Welcome to the first in our line of cryptocurrency trading guides where we will help you recognize, understand, and utilize various price movement indicators, patterns, and formations.
One of the most basic techniques in cryptocurrency trading is following moving averages and acting accordingly.
In the first guide, we are going to dissect the two basic kinds of moving averages:
- Simple Moving Average
- Exponential Moving Average
Also, we are going to show you how to utilize them for taking trading positions.
Simple Moving Average
Simple Moving Average or just the Moving Average (MA) is represented by a simple line that is moving in accordance with the cryptocurrency average price over a period of time. For example, if during a period of five days the closing price of a crypto asset was $2, $3, $6, $7, $5, the Moving Average is determined by adding all the numbers and dividing them by 5 (the number of days).
2 + 3 + 6 + 7 + 5 = 23
23 / 5 = 4.6
Therefore, the Moving Average line for those five days would be centered on $4.6.
The problem with such a simple calculation is that the highly volatile cryptocurrency market tends to have sudden surges and declines, and the Simple Moving Average can show an unrealistic representation of the market conditions.
For example, if during the same five days, prices close at $2, $3, $6, $20, $5, the Moving Average would be $7.2, which can mislead a trader as the realistic longer-term market conditions are far away from that price.
Using a Simple Moving Average
There are three most used Moving Averages that should be taken into account:
- 50-day average
- 100-day average
- 200-day average
This represents a short-term traders sentiment towards the market and will have more swings compared to the long-term averages.
If the price is above the 50-day average line, that means that the asset is trading in a short-term bullish market. If the opposite happens, traders are trading in a short-term bearish market.
Characterized by sharp reversals (compared to 200-day MA), the 100-day average may easily represent some large economic or political movements, such as new crypto-related laws brought by regulators of some big market.
The 100-day Moving Average is expected to travel in opposite directions to the 50-day average line.
The 200-day average will reveal the overall long-term market sentiment, and allow traders to see if their long-term position will pay off or if they should start thinking of exiting the market. Still, traders should not expect a 200-day average to reveal the best entry/exit prices, as it is far too distanced of what is going on in the market at the moment.
However, combining Moving Averages, especially in day-trading, can be crucial for traders’ decision-making process, and for taking the most profitable positions. That brings us to the Golden/Death Cross “indicator”.
The Golden Cross and the Death Cross
The Golden Cross is the position in the market when a short-term Moving Average line crosses above a longer-term Moving Average line, indicating a good entry point. Simply put, if a shorter-term Moving Average line goes up and crosses over a longer-term Moving Average, it can be considered as a buy signal.
If the opposite happens, short-term Moving Average cross below long-term Moving Average, it is called the Death Cross, and it means that the market’s bears are set to return and traders should consider selling their cryptocurrency.

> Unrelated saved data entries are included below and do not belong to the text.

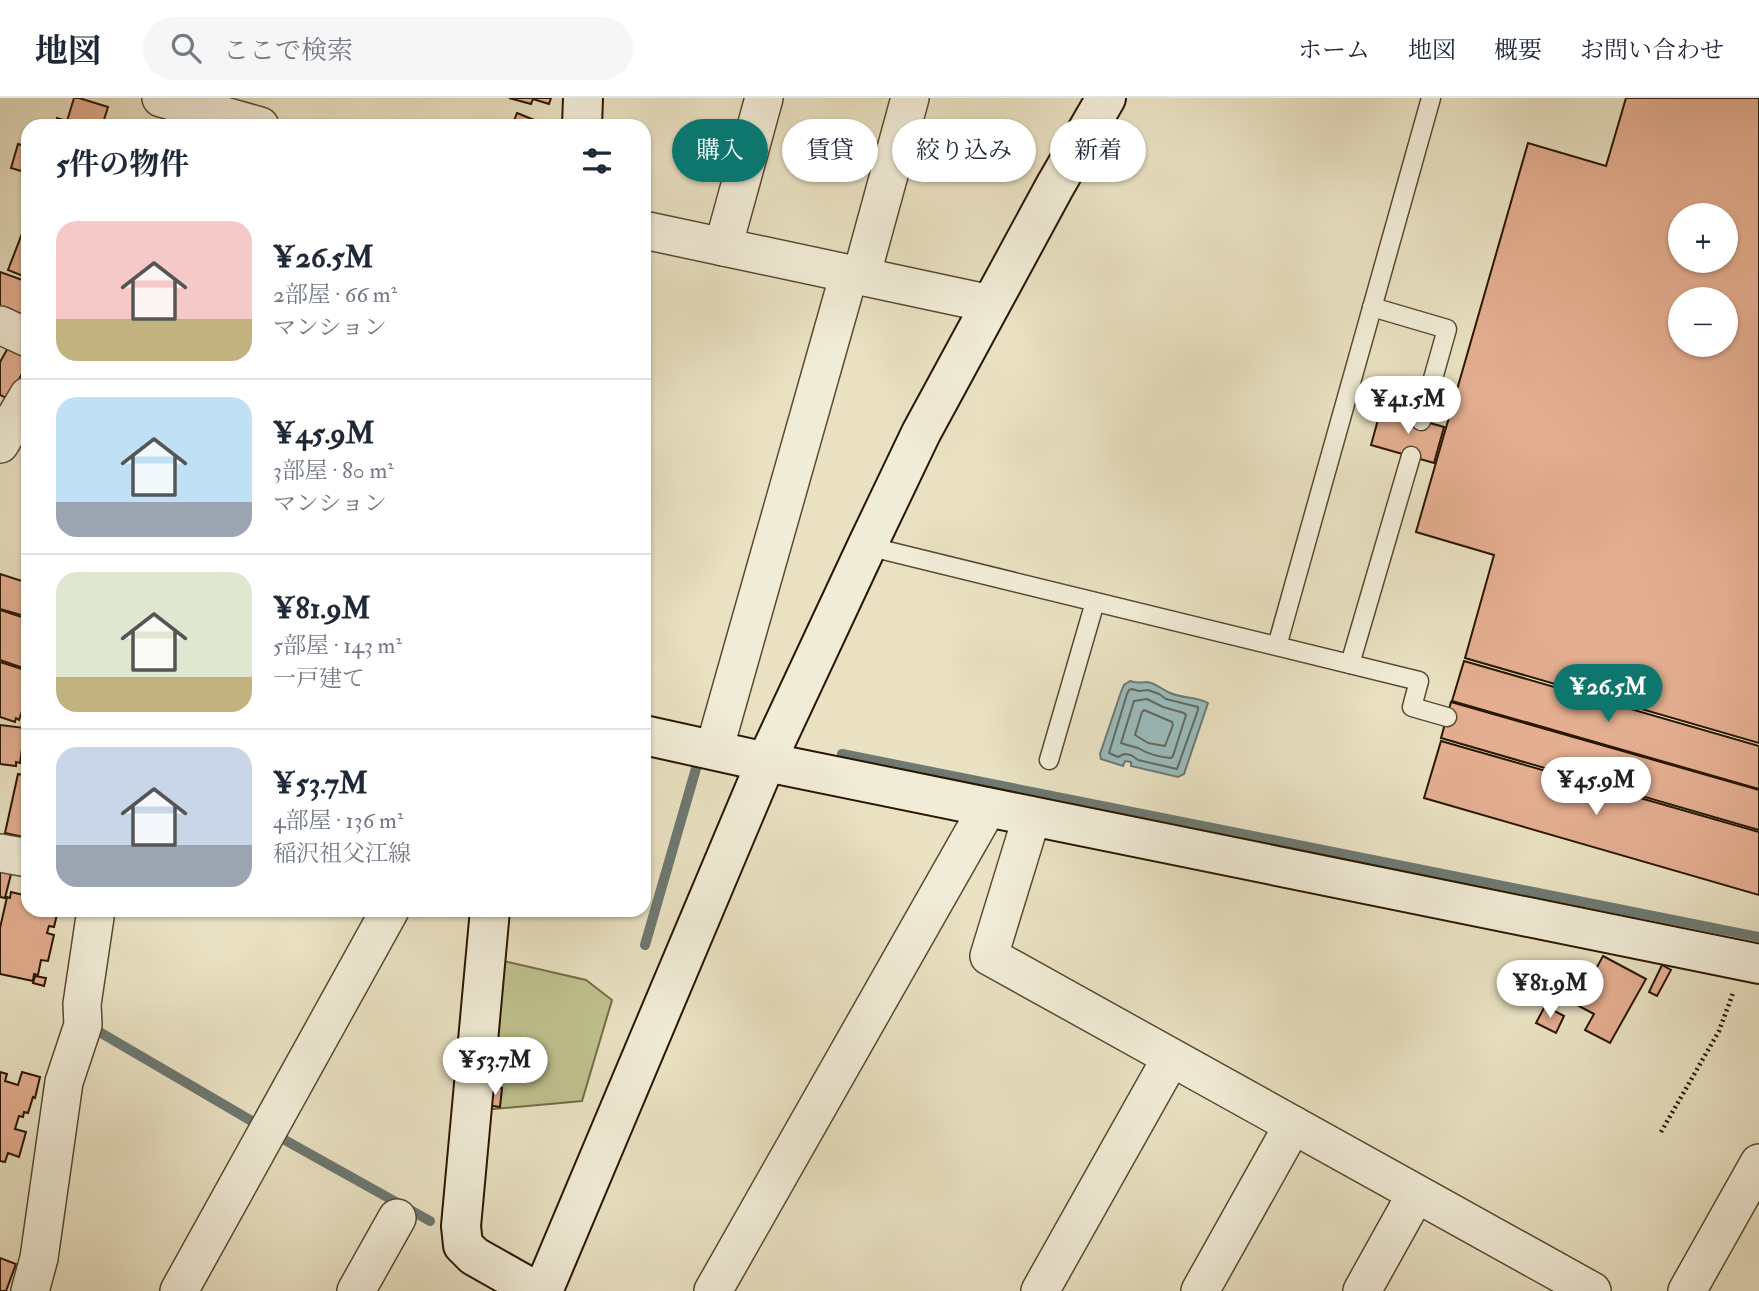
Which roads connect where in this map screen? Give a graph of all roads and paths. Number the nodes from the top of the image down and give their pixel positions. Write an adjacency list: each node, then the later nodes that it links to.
1 (583, 98): 8 (street)
2 (764, 98): 10 (street)
3 (910, 98): 11 (street)
4 (1107, 98): 12 (street)
5 (1431, 98): 13 (lane)
6 (168, 109): 7 (street)
7 (255, 116)
8 (582, 119)
9 (651, 232): 10 (street)
10 (723, 247): 11 (street)
11 (855, 275): 12 (street); 26 (street)
12 (991, 304): 20 (street)
13 (1372, 307): 17 (lane); 22 (lane)
14 (0, 325): 15 (street)
15 (21, 335)
16 (21, 408): 18 (street)
17 (1421, 421)
18 (0, 444)
19 (1410, 456): 23 (lane)
20 (867, 546): 21 (lane); 28 (street)
21 (1095, 602): 22 (lane); 27 (lane)
22 (1277, 646): 23 (lane)
23 (1350, 664): 24 (lane)
24 (1447, 717)
25 (651, 736): 26 (street)
26 (714, 750): 28 (street)
27 (1049, 760)
28 (765, 762): 29 (street); 47 (street)
29 (988, 807): 30 (street); 48 (street)
30 (1032, 816): 36 (street); 37 (street)
31 (0, 853): 32 (street)
32 (21, 857)
33 (95, 917): 43 (street)
34 (386, 917): 44 (street)
35 (490, 917): 46 (street)
36 (1752, 963): 39 (path)
37 (1171, 1058): 38 (street); 49 (street)
38 (1293, 1125): 41 (street); 50 (street)
39 (1661, 1132)
40 (1759, 1163): 53 (street)
41 (1416, 1194): 51 (street); 52 (street)
42 (397, 1218): 45 (street)
43 (30, 1291)
44 (178, 1291)
45 (356, 1291)
46 (536, 1291)
47 (543, 1291)
48 (713, 1291)
49 (1040, 1291)
50 (1200, 1291)
51 (1362, 1291)
52 (1592, 1291)
53 (1687, 1291)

Exponential Moving Average
As we mentioned, Simple Moving Average can be misleading for short-term traders as it doesn’t realistically represent the market situation due to its simplicity. Therefore, we have the Exponential Moving Average (EMA).
The EMA is determined by the rather complicated mathematical equation, and deals with more recent price movements, making it easier for traders to better understand the price movement and to make a more educated decision. The EMA gives a higher weighting to recent prices, while the MA assigns equal weighting to all prices.
Exponential Moving Average is mostly used by swing and day-traders, who use shorter timeframes to place trade orders, such as 5-day, 10-day, 20-day, and 50-day EMA. The chart below shows the classic combination of 20-day and 50-day EMA to deduce the right entry/exit positions.
Knowing how to utilize Moving Averages is a good start for your career as a cryptocurrency trader. Still, there are many more trading techniques a trader should be familiar with to be successful.
Until the next part of our tutorial, trade responsibly.
Disclaimer: This article is not investment advice. Note that cryptocurrencies are highly volatile assets and very risky investments. Do your research or consult an investment professional before investing. Never invest more than you can afford to lose. Never borrow money to invest in cryptocurrencies.